Out my window
Despite the apparent growth of electronic communication, people still want paper, and that’s good news for the entire graphic arts industry. The public just isn’t as ready to accept e-mails or web downloads for most “transactional” communications. No, we want these crucial, if mundane, records of purchases, investments, and bank transactions on paper.
InfoTrends, a market research and consulting firm for the digital imaging and document production industry, pointed out this January that fewer than half of respondents to their survey plan to pay bills online. Most people prefer paper-based transactions, and the main reason is security.
Consumers also “continue to have a high preference for [paper-based] direct mail over other forms of direct marketing,” InfoTrends found. “Sixty-one percent of consumers surveyed stated a preference for direct mail, which is nearly triple the number that preferred receiving ads via e-mail.”
Last January, Trendwatch Graphic Arts — now known as The Industry Measure — predicted “sharp” growth in variable printing. They pointed out that the number of graphic arts firms in North America that reported producing “some sort of VDP” over the past 12 months had risen from 28 percent in 2005 to 37 percent in 2006, and they felt this was a trend that would continue.

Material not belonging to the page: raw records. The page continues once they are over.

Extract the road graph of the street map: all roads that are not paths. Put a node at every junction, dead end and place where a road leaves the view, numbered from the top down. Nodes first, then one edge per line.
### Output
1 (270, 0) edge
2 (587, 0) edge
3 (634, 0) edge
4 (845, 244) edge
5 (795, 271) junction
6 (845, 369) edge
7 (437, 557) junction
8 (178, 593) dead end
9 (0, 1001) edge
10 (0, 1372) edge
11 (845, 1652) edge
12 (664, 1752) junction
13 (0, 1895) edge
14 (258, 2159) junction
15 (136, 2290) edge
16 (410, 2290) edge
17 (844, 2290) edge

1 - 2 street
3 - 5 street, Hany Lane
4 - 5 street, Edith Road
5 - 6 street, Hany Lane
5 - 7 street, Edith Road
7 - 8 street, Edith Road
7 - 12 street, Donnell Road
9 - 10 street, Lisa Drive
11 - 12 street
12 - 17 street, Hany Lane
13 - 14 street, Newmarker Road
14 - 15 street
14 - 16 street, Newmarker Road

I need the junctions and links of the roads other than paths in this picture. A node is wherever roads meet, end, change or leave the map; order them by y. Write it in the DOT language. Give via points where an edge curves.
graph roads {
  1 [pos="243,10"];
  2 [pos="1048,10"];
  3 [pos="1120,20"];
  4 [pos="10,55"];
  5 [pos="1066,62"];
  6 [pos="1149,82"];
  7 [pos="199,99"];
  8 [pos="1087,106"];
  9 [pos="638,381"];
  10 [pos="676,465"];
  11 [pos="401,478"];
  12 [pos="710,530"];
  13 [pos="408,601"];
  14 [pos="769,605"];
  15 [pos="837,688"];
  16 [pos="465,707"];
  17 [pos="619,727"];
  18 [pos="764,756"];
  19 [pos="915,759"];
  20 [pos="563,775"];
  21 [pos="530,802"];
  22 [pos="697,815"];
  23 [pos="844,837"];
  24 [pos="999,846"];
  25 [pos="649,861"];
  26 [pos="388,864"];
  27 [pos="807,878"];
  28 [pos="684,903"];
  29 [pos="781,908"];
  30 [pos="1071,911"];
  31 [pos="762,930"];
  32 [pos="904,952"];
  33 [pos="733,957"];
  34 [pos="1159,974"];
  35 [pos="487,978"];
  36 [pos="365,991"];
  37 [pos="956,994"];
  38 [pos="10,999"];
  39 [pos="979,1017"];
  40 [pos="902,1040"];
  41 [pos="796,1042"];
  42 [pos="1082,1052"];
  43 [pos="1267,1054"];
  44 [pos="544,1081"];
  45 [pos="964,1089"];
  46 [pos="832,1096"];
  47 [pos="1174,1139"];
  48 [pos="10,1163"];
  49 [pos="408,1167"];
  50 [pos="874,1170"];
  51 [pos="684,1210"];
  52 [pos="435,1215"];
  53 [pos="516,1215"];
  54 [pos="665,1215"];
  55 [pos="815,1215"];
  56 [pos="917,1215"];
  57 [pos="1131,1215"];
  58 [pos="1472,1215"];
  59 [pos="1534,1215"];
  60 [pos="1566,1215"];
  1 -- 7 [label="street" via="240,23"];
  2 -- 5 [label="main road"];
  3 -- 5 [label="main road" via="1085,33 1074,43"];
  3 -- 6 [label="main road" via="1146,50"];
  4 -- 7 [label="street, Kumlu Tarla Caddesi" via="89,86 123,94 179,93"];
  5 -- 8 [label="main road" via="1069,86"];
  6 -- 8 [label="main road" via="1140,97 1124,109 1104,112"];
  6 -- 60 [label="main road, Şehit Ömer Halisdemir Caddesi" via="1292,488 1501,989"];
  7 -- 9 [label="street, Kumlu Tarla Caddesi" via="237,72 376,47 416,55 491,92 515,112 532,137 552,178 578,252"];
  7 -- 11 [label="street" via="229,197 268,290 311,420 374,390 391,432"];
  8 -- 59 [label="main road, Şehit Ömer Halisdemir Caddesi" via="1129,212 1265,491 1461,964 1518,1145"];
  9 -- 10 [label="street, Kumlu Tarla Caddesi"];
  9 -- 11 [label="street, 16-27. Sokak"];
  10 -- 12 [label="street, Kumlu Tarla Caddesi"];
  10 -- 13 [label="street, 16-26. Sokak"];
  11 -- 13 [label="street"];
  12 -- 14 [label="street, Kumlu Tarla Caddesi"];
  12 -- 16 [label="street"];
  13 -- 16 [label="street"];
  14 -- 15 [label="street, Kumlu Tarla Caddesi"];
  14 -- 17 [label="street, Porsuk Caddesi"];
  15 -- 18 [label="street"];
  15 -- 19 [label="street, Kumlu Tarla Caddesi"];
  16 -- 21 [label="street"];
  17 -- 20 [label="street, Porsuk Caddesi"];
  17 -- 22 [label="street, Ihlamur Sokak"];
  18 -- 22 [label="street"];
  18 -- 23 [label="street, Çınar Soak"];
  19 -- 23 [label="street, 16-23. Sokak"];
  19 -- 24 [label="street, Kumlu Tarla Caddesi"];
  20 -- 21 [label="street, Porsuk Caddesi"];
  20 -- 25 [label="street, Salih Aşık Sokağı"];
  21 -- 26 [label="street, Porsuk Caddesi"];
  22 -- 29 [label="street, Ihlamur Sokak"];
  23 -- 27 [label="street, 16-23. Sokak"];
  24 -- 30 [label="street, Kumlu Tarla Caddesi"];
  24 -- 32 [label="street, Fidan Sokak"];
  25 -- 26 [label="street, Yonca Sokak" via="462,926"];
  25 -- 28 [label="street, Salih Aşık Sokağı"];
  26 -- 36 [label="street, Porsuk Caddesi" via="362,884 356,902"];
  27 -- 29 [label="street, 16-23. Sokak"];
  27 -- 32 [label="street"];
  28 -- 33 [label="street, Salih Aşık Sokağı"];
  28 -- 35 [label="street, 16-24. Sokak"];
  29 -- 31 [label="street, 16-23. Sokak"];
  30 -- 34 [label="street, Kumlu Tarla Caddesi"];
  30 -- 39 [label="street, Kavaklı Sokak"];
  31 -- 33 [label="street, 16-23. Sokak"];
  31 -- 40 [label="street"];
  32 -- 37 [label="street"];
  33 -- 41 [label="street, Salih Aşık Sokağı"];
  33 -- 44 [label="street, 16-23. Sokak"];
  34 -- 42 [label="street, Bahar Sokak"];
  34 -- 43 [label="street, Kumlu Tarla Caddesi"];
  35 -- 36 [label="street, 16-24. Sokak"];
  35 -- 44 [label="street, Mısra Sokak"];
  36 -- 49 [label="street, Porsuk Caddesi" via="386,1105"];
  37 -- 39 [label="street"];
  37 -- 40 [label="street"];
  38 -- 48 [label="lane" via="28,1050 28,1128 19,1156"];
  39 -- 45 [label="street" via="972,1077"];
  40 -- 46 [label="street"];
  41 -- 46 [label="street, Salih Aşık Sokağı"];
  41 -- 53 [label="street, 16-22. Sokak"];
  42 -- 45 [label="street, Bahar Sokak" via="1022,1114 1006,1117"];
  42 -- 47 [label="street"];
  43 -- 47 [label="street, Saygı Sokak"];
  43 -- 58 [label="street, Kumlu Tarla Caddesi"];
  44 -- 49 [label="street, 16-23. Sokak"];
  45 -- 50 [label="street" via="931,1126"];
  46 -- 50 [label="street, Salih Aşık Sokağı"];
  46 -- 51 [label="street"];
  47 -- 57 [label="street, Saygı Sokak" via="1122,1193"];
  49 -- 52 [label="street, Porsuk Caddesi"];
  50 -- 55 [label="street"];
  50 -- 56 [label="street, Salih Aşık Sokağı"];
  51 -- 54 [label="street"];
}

Meanwhile, technology that allows businesses to target and personalize communications continues to become more powerful and accessible, and marketing companies are finding interesting new uses for them. For instance, car dealerships in the U.S. and Europe, as well as major software vendors, are combining colour variable output technology with the flexibility of the Web: salespeople can log into a “brochure-builder” site, select a template, images and text, edit the content to suit their own needs, upload a small database of recipients, add their own contact information, and have the resulting customized, individualized brochure printed in exactly the quantity they need by a qualified supplier. Another enterprising marketer in the U.S. has set up deals with retailers and printers across the country, which allow consumers to upload their digital photos, build an album from templates through an Internet browser, then have them printed in whatever quantity they choose. The website directs the print job to the closest printer, and the output gets delivered in 24 to 48 hours to whatever retail outlet the customer chooses.
If that sounds like the web is honing in on the printer’s territory again, remember that the result is ink (or maybe toner) on paper.
The point is, printers are probably the best-placed people to realize these new uses of communications technology. So if you’re not into variable printing today, don’t wait much longer.